[DATA TO PROCESS]
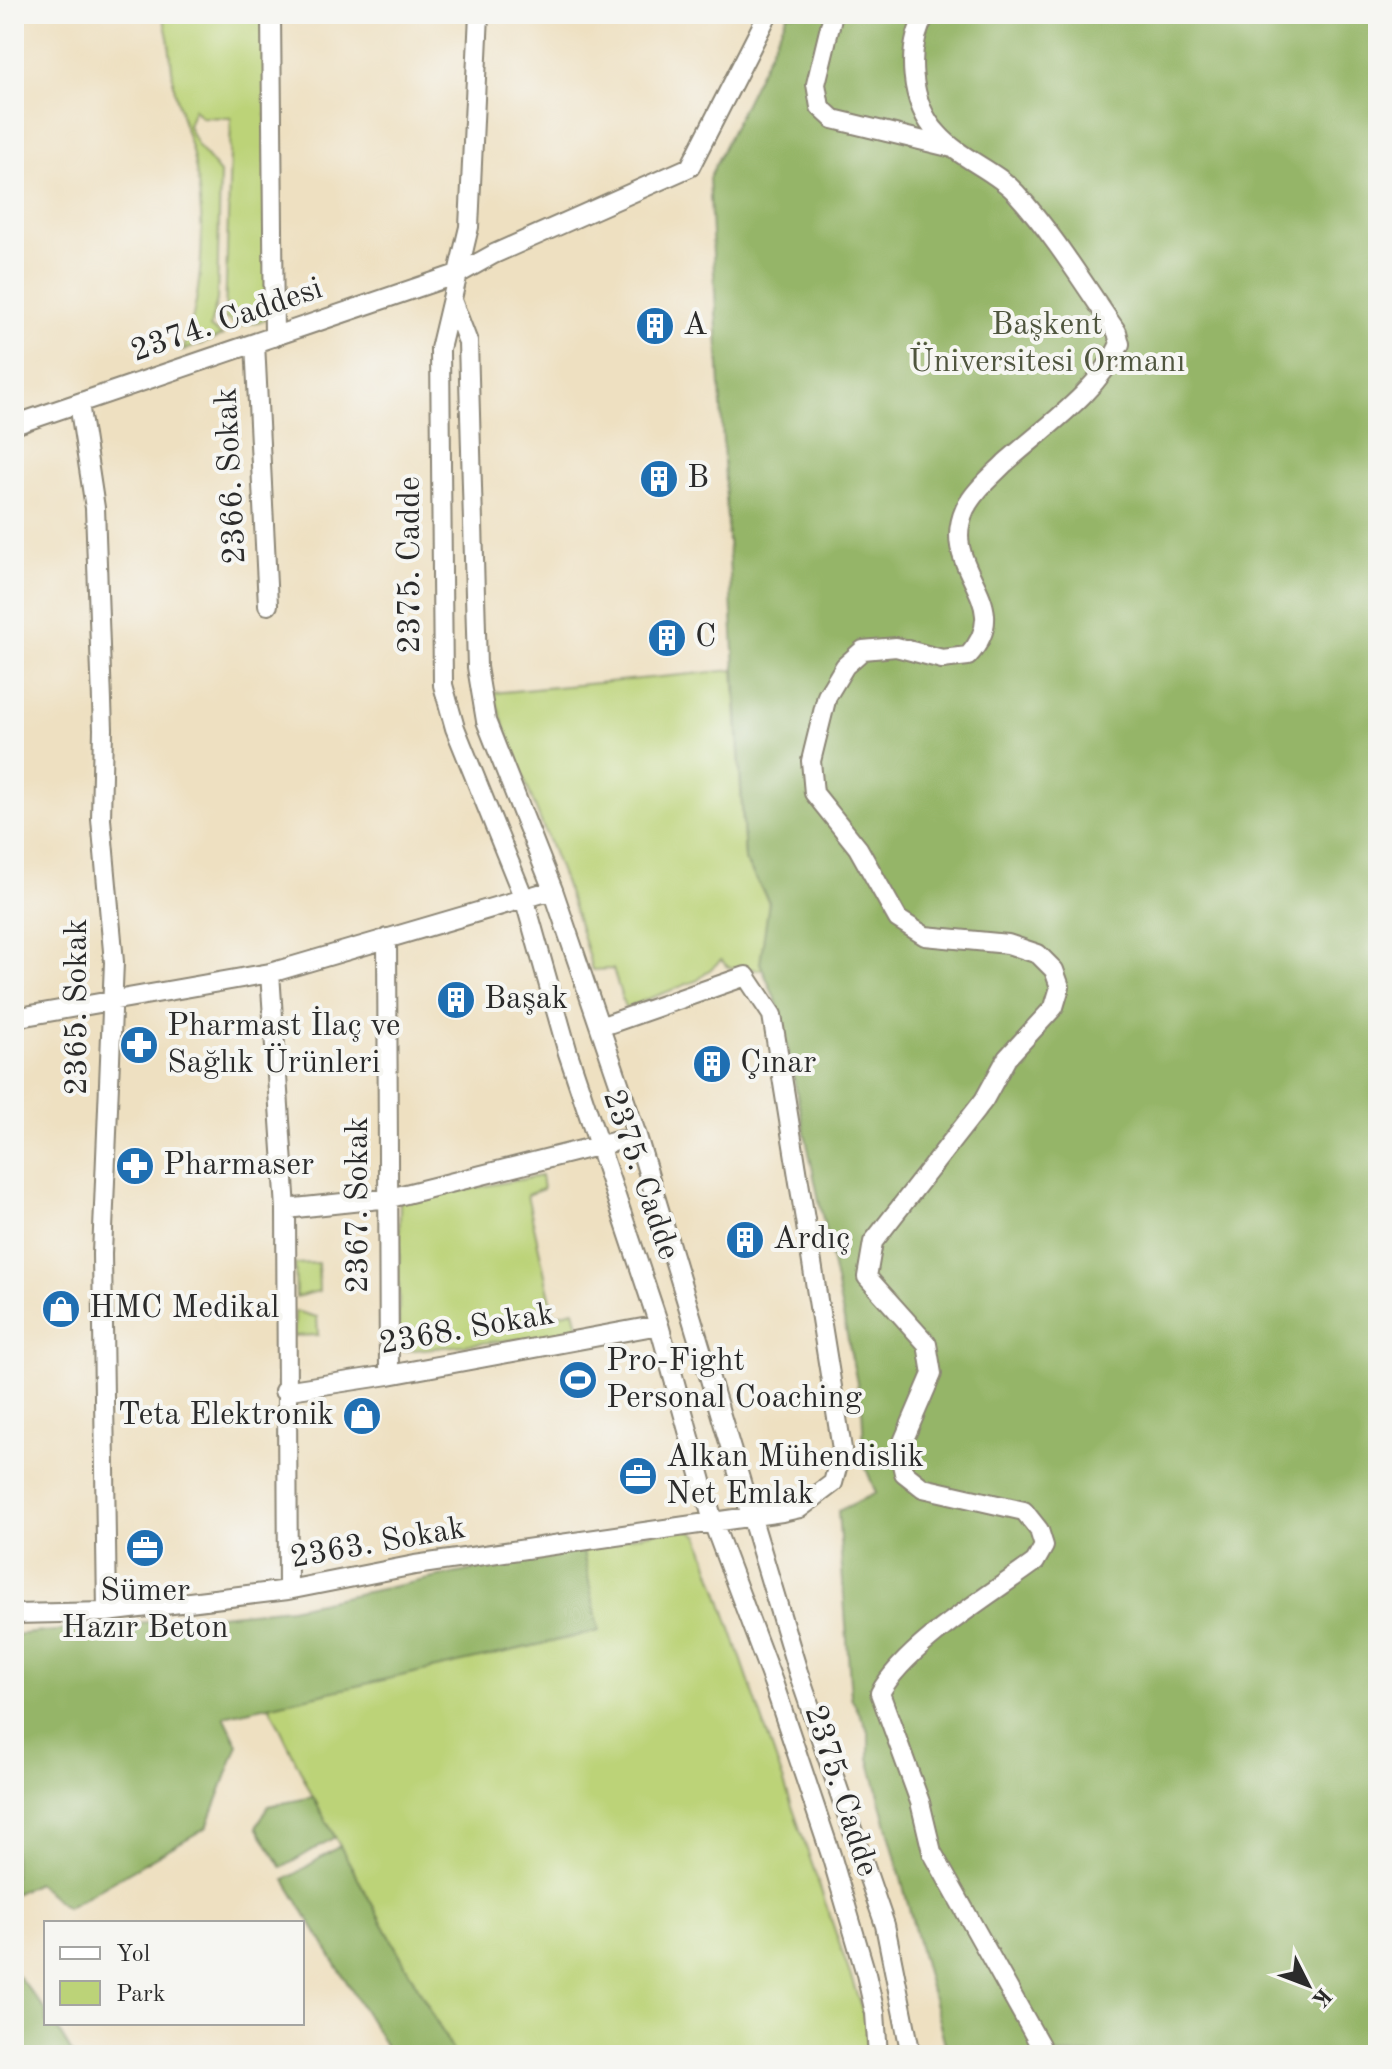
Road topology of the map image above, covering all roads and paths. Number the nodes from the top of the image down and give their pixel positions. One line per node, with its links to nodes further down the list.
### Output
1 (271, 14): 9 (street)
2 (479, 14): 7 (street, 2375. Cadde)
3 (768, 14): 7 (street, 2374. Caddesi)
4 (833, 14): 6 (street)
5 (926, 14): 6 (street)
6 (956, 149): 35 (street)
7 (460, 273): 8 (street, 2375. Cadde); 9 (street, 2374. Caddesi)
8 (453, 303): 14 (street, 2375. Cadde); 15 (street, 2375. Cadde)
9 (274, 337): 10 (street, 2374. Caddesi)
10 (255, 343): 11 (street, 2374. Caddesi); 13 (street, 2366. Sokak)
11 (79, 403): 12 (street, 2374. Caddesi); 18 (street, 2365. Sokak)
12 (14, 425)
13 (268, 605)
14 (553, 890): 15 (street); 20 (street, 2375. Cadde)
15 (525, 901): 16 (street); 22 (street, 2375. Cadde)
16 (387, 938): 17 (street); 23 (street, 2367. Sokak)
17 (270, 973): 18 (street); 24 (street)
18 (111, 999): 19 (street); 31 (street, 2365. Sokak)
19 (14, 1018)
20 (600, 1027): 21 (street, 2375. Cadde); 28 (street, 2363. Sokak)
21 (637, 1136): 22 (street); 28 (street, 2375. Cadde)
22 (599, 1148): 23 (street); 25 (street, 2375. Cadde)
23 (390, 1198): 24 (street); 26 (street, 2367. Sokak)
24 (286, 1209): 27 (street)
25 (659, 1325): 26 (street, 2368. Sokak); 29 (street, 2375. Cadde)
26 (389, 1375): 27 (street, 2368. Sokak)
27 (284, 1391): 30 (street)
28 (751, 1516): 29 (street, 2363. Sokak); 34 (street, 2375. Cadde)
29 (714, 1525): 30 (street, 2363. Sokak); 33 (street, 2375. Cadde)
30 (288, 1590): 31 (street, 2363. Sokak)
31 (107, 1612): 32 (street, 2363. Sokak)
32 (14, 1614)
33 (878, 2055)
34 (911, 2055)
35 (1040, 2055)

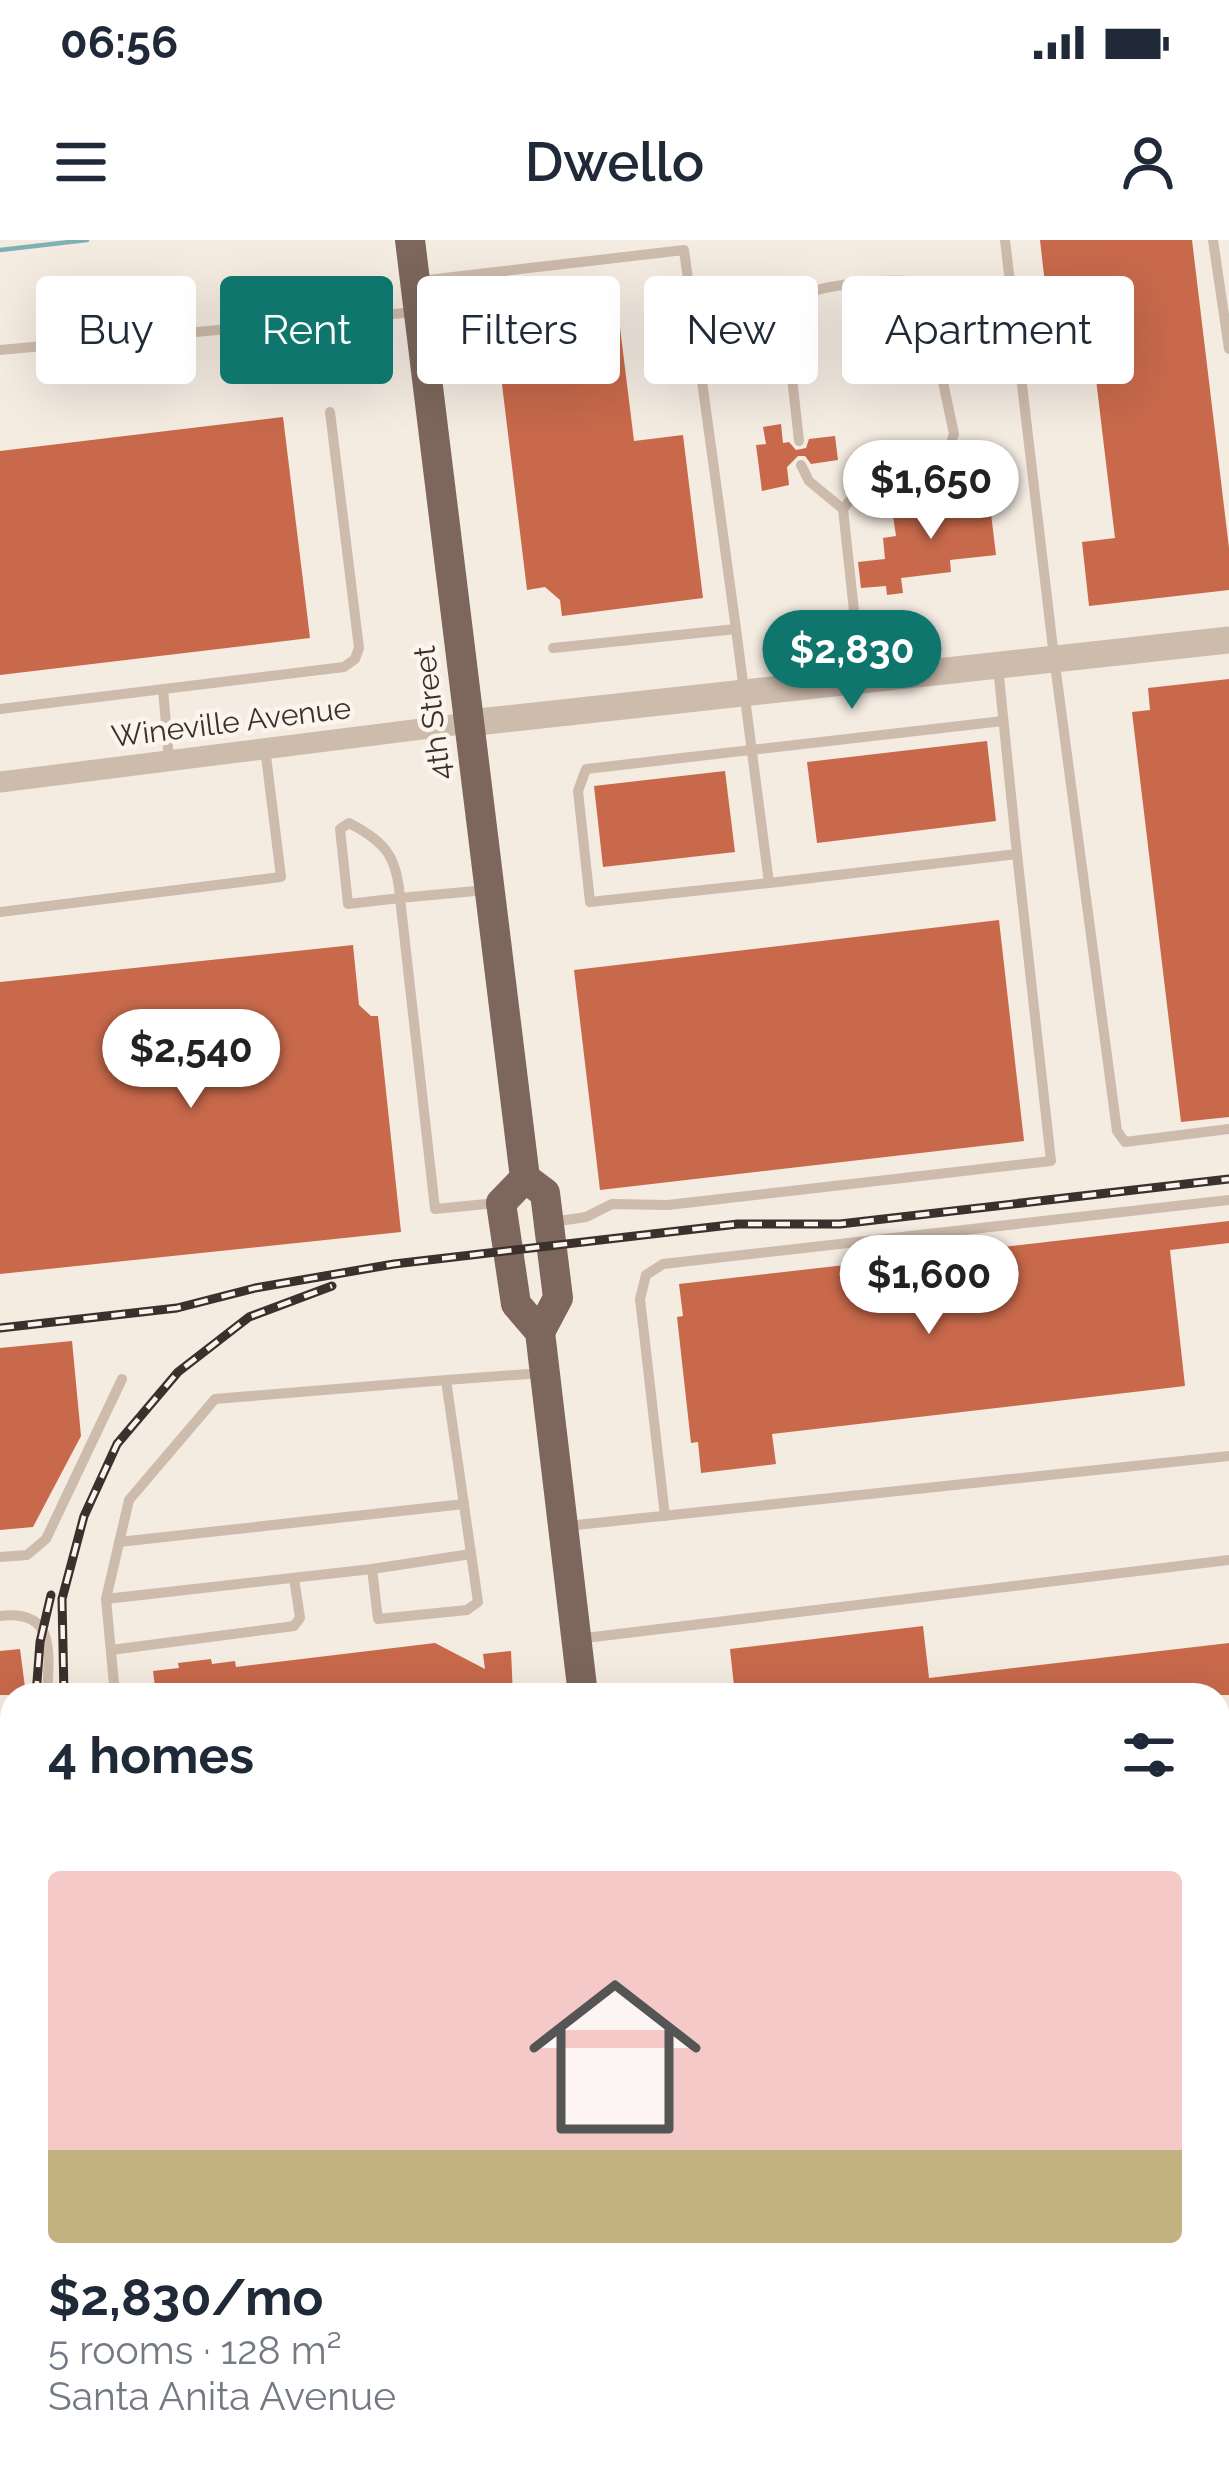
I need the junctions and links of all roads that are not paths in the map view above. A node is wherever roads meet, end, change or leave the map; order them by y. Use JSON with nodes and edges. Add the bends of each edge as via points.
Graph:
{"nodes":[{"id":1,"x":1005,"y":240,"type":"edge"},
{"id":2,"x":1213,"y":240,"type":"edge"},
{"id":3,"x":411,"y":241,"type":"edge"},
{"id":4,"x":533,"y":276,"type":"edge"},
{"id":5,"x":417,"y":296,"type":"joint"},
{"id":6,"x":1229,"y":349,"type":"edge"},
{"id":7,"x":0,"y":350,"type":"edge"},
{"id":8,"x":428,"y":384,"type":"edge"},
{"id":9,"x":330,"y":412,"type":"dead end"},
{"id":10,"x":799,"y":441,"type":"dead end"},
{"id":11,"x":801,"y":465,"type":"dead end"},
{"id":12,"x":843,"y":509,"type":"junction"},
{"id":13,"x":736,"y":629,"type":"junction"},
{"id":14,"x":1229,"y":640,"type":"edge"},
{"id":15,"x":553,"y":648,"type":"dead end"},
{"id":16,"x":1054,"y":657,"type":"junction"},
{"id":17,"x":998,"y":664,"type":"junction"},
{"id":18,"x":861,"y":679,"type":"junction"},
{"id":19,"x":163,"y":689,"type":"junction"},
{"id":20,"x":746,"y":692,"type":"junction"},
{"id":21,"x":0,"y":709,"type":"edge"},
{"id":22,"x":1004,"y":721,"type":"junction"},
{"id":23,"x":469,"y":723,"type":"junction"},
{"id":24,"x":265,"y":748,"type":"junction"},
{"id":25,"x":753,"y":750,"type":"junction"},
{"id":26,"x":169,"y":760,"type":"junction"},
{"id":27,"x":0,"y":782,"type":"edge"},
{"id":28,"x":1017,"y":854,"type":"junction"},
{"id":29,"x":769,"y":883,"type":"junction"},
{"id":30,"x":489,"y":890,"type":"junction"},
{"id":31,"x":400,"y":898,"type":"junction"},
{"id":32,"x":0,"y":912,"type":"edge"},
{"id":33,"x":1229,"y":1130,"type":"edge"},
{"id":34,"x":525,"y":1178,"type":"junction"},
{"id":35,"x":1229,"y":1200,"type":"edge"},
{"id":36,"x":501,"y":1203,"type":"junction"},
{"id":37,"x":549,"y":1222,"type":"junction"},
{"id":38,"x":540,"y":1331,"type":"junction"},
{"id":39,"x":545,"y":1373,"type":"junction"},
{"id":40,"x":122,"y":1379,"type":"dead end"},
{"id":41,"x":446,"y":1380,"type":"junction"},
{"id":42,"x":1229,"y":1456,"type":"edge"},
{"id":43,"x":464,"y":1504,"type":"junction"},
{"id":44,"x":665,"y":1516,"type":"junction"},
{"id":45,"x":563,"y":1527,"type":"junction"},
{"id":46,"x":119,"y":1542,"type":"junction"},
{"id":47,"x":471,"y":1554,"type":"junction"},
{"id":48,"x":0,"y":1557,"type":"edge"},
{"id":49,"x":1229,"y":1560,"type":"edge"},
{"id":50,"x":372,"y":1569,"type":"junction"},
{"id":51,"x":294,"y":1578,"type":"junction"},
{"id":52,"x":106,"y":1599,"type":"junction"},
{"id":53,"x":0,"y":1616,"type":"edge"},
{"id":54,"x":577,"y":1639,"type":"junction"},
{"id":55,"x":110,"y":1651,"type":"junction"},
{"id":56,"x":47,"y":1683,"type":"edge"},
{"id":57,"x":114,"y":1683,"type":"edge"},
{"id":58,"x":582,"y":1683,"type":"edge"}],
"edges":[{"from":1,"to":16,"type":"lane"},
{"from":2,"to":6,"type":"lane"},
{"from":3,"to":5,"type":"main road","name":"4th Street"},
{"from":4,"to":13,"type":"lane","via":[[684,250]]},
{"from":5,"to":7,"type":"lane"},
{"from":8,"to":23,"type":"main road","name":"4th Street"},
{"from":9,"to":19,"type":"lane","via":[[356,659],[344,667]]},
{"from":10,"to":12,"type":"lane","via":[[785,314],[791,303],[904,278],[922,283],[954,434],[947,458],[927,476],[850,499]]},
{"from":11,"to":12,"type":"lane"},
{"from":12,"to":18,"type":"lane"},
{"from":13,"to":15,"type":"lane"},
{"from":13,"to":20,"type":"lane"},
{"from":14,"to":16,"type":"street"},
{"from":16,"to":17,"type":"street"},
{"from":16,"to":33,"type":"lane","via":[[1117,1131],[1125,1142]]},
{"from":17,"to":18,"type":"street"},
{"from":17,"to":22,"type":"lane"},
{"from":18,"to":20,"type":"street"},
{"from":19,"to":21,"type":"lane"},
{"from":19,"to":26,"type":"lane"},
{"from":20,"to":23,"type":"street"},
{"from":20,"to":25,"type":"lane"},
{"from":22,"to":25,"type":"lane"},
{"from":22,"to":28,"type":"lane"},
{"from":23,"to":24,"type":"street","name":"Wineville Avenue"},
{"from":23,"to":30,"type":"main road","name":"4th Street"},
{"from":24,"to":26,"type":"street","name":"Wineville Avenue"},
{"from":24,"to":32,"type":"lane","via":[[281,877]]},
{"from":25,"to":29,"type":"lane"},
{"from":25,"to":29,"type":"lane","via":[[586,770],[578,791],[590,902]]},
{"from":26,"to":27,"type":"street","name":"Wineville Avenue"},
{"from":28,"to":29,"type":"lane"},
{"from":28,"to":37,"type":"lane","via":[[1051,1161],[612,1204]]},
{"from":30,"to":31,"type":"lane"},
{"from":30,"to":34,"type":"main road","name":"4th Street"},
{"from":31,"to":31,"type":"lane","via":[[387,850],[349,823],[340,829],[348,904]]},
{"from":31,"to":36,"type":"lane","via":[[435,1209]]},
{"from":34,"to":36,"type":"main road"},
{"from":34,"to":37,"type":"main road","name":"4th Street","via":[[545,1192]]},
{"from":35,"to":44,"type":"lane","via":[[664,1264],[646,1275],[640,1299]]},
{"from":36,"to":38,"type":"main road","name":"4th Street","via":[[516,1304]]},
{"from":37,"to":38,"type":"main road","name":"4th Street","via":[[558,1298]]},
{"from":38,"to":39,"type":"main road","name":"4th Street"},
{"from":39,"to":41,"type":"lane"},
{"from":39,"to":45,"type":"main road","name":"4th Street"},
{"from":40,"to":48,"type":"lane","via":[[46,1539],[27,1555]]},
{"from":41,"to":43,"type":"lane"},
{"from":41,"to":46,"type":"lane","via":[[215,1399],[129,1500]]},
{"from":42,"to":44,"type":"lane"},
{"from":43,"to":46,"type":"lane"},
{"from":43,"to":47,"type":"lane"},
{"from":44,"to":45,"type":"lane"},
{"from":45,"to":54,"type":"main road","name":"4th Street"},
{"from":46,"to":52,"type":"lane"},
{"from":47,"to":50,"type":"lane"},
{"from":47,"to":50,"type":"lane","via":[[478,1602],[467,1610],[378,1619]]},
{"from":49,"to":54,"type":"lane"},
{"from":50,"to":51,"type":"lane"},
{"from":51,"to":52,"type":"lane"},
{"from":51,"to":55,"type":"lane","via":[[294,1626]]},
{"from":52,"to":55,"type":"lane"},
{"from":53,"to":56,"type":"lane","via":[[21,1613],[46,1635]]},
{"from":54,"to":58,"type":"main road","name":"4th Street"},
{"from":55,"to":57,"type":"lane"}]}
[/DATA TO PROCESS]
◆ TASK ITEM: Going through the entries above, show each line that contains "edges".

◆ SOLUTION TO THIS TASK:
I need the junctions and links of all roads that are not paths in the map view above. A node is wherever roads meet, end, change or leave the map; order them by y. Use JSON with nodes and edges. Add the bends of each edge as via points.
"edges":[{"from":1,"to":16,"type":"lane"},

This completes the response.